Simple, easy things you can do to get your feet wet
Social media
The easiest thing that you can do is to interact with content so that the social media algorithms will boost it more. I believe that includes bookmarking Tweets and adding Instagram posts to a collection, which allows you to boost content in private.
Posting your own content on social media can be a great way to reach a lot of people and to make an impact, even if it’s just your personal circle of friends and acquaintances.
Maintain a simple resource
This can be something as simple as what SusieQ is doing with her list of 300+ Twitter accounts to follow. Feel free to maintain a resource on LongHaulWiki.com, this forum, Reddit, Facebook, etc. - just put it online somewhere. When you’re happy with it, tag me @glenn_chan on this forum and I’ll try to incorporate it into the resource hub at SickAndAbandoned.com. I’m currently looking for people to maintain lists of vax-injury related content on Youtube, Odysee, Rumble, etc. to help people sift through those platforms to find useful content.
Wear a shirt in public to raise awareness
You could make your own shirt with your own message on it. If you use a Sharpie, you’ll need to rewrite your shirt whenever you wash it.
VSRF sells misinformation superspreader shirts. I don’t know who else sells shirts.
Advanced advocacy / more time-consuming activities
Media interviews
Talk to Cat Parker, she may be able to connect you with journalists looking for subjects to interview.
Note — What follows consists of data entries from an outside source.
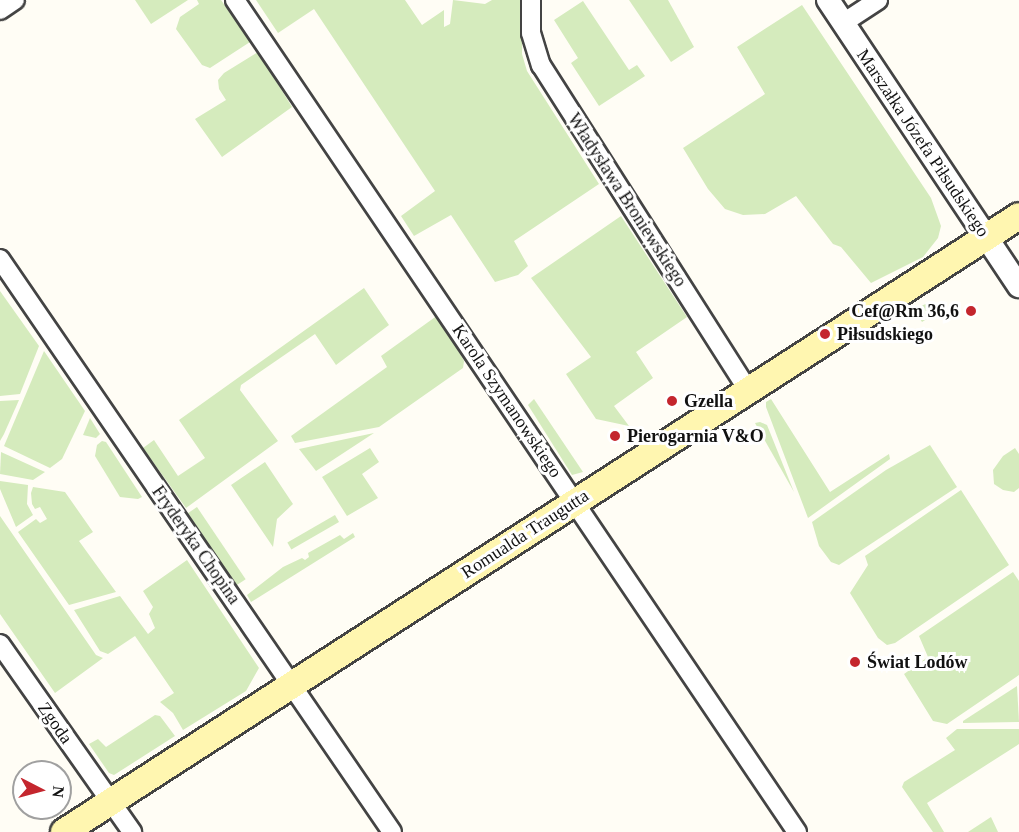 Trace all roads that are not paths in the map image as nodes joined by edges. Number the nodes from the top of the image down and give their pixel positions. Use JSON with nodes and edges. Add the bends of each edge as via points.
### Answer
{"nodes":[{"id":1,"x":15,"y":0,"type":"edge"},
{"id":2,"x":236,"y":0,"type":"edge"},
{"id":3,"x":531,"y":0,"type":"edge"},
{"id":4,"x":828,"y":0,"type":"edge"},
{"id":5,"x":878,"y":0,"type":"edge"},
{"id":6,"x":0,"y":10,"type":"edge"},
{"id":7,"x":843,"y":23,"type":"junction"},
{"id":8,"x":1019,"y":216,"type":"edge"},
{"id":9,"x":986,"y":237,"type":"junction"},
{"id":10,"x":0,"y":259,"type":"edge"},
{"id":11,"x":1019,"y":286,"type":"edge"},
{"id":12,"x":749,"y":392,"type":"junction"},
{"id":13,"x":575,"y":501,"type":"junction"},
{"id":14,"x":0,"y":644,"type":"edge"},
{"id":15,"x":292,"y":685,"type":"junction"},
{"id":16,"x":110,"y":802,"type":"junction"},
{"id":17,"x":64,"y":832,"type":"edge"},
{"id":18,"x":132,"y":832,"type":"edge"},
{"id":19,"x":392,"y":832,"type":"edge"},
{"id":20,"x":797,"y":832,"type":"edge"}],
"edges":[{"from":1,"to":6,"type":"street"},
{"from":2,"to":13,"type":"street","name":"Karola Szymanowskiego"},
{"from":3,"to":12,"type":"street","name":"Władysława Broniewskiego","via":[[531,33],[541,65]]},
{"from":4,"to":7,"type":"street","name":"Marszałka Józefa Piłsudskiego"},
{"from":5,"to":7,"type":"street"},
{"from":7,"to":9,"type":"street","name":"Marszałka Józefa Piłsudskiego"},
{"from":8,"to":9,"type":"main road","name":"Romualda Traugutta"},
{"from":9,"to":11,"type":"street","name":"Marszałka Józefa Piłsudskiego"},
{"from":9,"to":12,"type":"main road","name":"Romualda Traugutta"},
{"from":10,"to":15,"type":"street","name":"Fryderyka Chopina"},
{"from":12,"to":13,"type":"main road","name":"Romualda Traugutta"},
{"from":13,"to":15,"type":"main road","name":"Romualda Traugutta"},
{"from":13,"to":20,"type":"street","name":"Karola Szymanowskiego"},
{"from":14,"to":16,"type":"street","name":"Zgoda"},
{"from":15,"to":16,"type":"main road","name":"Romualda Traugutta"},
{"from":15,"to":19,"type":"street","name":"Fryderyka Chopina"},
{"from":16,"to":17,"type":"main road","name":"Romualda Traugutta"},
{"from":16,"to":18,"type":"street","name":"Zgoda"}]}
Go to her Poplme account, go to the “contact me” section, and use Calendy to setup a (Zoom) meeting with Cat.
Network with other advocates, meet with politicians
See the initiatives page for information on how to join our advocacy chat. This is an easy way to get advice from other people doing the same thing.
Follow @c19vaxInjured on Twitter to learn about meeting with politicians- she will host the occasional advocacy space where she can teach you what to do. These spaces are recorded so here’s a May 21 2023 space on advocacy that you can listen to (at double speed).
Help run support groups
You can run your own support group or help somebody else moderate their group. This is often thankless work that happens in the background- there are often disputes that you will need to mediate. If you would be unhappy if the owner of a group mistreats you, then you may want to limit yourself to moderating groups where you are the owner.
Patient-led research
Some groups who have collected survey data could use help analyzing it. e.g. UKCVFam / Harriet Carroll / Kevin Deans, perhaps Tom Bunker (Long COVID + vax injury research), etc.
Register a 501c3 or non-profit
A lot of companies will give you things for free like web hosting, Microsoft Office, Canva, etc. Google Adwords will provide you with $10K in free advertising. Hopefully we have somebody who will walk you through the ropes of advertising with Google Adwords.
Body Politic could not keep its popular Slack support group / Long COVID hub running.
The medical freedom movement has various controversies that are public.
AFLDS used $3.8M of donor money to buy a mansion for Simone Gold to live in. See Campfire.wiki. Various figures in the medical freedom movement have worked with Simone Gold after the multiple lawsuits (three soo far) have revealed details about what happened at AFLDS.
Robert Malone is in a legal battle with Peter Breggin and others. Public court filings are here. One of the court filing includes a colorful tweet from Paul Alexander talking about Malone not getting the memo about testicles.
The point is not to focus on any particular controversy or crazy event happening in the advocacy or medical freedom movement scenes. Rather, you should be careful about the people in these circles. Most experienced advocates have some horror story of being burned by somebody else in the movement. It usually is unrelated to the examples mentioned previously.